Bei der Pflanzenhaltung in Erde entstehen viele Probleme durch zu starkes Gießen, viele Pflanzen „ertrinken“ förmlich. Bei der Hydrokultur sind diese Fehler ausgeschlossen, da das wasserdichte Pflanzgefäß mit einem Wasserstandsanzeiger ausgestattet ist. Dieser gibt zuverlässig Auskunft über Wasserstand, bzw. Nährlösung und ist mit den drei Markierungen „Minimum“, „Optimum“ und „Maximum“ versehen, an denen man den jeweiligen Wasserstand ablesen kann. Selbst beim Stand „Minimum“ sollte man nicht sofort nachgießen, da im Blähton noch Wasser gespeichert ist, das von den Pflanzen aufgenommen werden kann.

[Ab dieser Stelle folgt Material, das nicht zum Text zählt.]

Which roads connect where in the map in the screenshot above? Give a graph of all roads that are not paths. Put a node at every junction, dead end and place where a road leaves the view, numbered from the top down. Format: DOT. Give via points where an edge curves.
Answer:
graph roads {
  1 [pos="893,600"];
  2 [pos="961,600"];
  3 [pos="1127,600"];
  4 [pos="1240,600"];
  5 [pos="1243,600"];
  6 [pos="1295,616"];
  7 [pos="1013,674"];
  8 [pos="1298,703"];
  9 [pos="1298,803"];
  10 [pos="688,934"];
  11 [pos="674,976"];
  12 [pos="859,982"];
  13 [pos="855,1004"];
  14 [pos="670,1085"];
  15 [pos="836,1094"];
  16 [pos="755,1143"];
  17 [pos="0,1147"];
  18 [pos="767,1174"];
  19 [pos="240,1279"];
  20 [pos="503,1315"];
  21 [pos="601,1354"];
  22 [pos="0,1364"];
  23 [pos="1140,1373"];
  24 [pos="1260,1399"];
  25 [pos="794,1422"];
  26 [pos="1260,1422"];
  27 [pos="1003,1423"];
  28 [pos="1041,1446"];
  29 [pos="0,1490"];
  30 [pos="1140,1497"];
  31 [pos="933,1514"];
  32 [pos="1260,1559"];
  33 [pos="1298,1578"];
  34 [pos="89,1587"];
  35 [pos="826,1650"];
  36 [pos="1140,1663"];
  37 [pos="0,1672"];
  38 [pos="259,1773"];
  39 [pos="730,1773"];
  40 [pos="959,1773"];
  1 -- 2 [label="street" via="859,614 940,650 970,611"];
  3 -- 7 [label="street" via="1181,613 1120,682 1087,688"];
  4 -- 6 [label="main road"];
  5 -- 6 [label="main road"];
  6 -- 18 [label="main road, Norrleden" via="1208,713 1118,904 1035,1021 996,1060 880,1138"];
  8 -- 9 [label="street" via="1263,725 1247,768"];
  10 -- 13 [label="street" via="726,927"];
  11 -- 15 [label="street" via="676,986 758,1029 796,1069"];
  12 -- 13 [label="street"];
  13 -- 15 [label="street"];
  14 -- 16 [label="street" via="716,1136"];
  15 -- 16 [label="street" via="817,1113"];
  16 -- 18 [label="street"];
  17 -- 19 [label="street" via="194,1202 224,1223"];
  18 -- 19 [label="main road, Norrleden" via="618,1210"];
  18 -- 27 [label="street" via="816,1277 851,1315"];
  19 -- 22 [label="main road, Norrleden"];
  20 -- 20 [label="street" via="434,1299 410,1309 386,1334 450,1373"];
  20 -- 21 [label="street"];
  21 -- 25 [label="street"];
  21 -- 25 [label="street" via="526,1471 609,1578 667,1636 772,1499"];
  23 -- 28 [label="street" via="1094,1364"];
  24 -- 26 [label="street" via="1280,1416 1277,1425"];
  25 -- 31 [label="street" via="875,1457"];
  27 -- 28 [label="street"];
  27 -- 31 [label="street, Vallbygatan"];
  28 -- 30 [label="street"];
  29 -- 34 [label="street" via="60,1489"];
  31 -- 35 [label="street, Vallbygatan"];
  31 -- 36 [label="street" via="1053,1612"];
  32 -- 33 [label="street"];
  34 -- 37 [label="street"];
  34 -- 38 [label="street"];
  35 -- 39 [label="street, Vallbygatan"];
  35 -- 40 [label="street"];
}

Das Auffüllen sollte stets nur bis zur Markierung „Optimum“ erfolgen und nur in Ausnahmefällen, z.B. während der Urlaubszeit oder längerer Abwesenheit bis „Maximum“. Ständiges Auffüllen bis „Maximum“ behindert die Sauerstoffversorgung und führt auf Dauer zu Wachstumsstörungen

Luft

Das Problem der richtigen Luftversorgung ergibt sich fast von selbst, da die Pflanzen im Lamstedter Blähton ein ideales Umfeld vorfinden. Er hat ein Porenvolumen mit optimaler Verteilung in Grob-, Mittel- und Feinporen, die das richtige Verhältnis Luft-/Wasserführung bewirken. Aufgrund des Nährlösungsstandes im Gefäß entwickeln die Pflanzen in Hydrokultur spezielle Wasser- und Luftwurzeln, die ihre entsprechenden Aufgaben wahrnehmen. Da der Wasserstand immer wieder kontinuierlich abnimmt, können alle Wurzeln in bestimmten Abständen ausreichend atmen und die Pflanze versorgen.

Nährstoffe

Die Ernährung der Pflanze wird meistens über einen Langzeitdünger, einen sogenannten Ionen-Austauscher vorgenommen. Dabei werden Nähr-Ionen aus dem Dünger gegen Wasser-Ionen ausgetauscht. Diese Dünger reichen in der Regel über einen Zeitraum von 3 - 6 Monaten, in dem die Pflanze kontinuierlich mit den erforderlichen Nährelementen versorgt wird. Die zweite Möglichkeit besteht darin, die Nährstoffe wie gewöhnlich mit dem Gießwasser als Flüssigdünger zuzufügen, hier muss allerdings öfter Flüssigdünger beigegeben werden.

Hydrokultur mit Leca®ton

Seit Jahrzehnten bewährt sich Leca®ton als das Substrat für die Hydrokultur - biologisch und chemisch neutral und anorganisch. Er wird von der Nährlösung und Mikroorganismen nicht angegriffen und nicht verändert, ist also unempfindlich gegen Zersetzung. Außerdem speichert er Wasser im Korninnern und kann es der Pflanze in Trockenphasen wieder zuführen. Zudem liegt die Kapillarität in einem optimalen Bereich, d. h. er besitzt eine gute und angepasste Wassersteighöhe. In seinen chemischen Werten wie Salzgehalt, ph-Wert usw. liegt er unterhalb der geforderten Grenzwerte, was durch regelmäßige interne sowie externe Untersuchungen unter Beweis gestellt wird.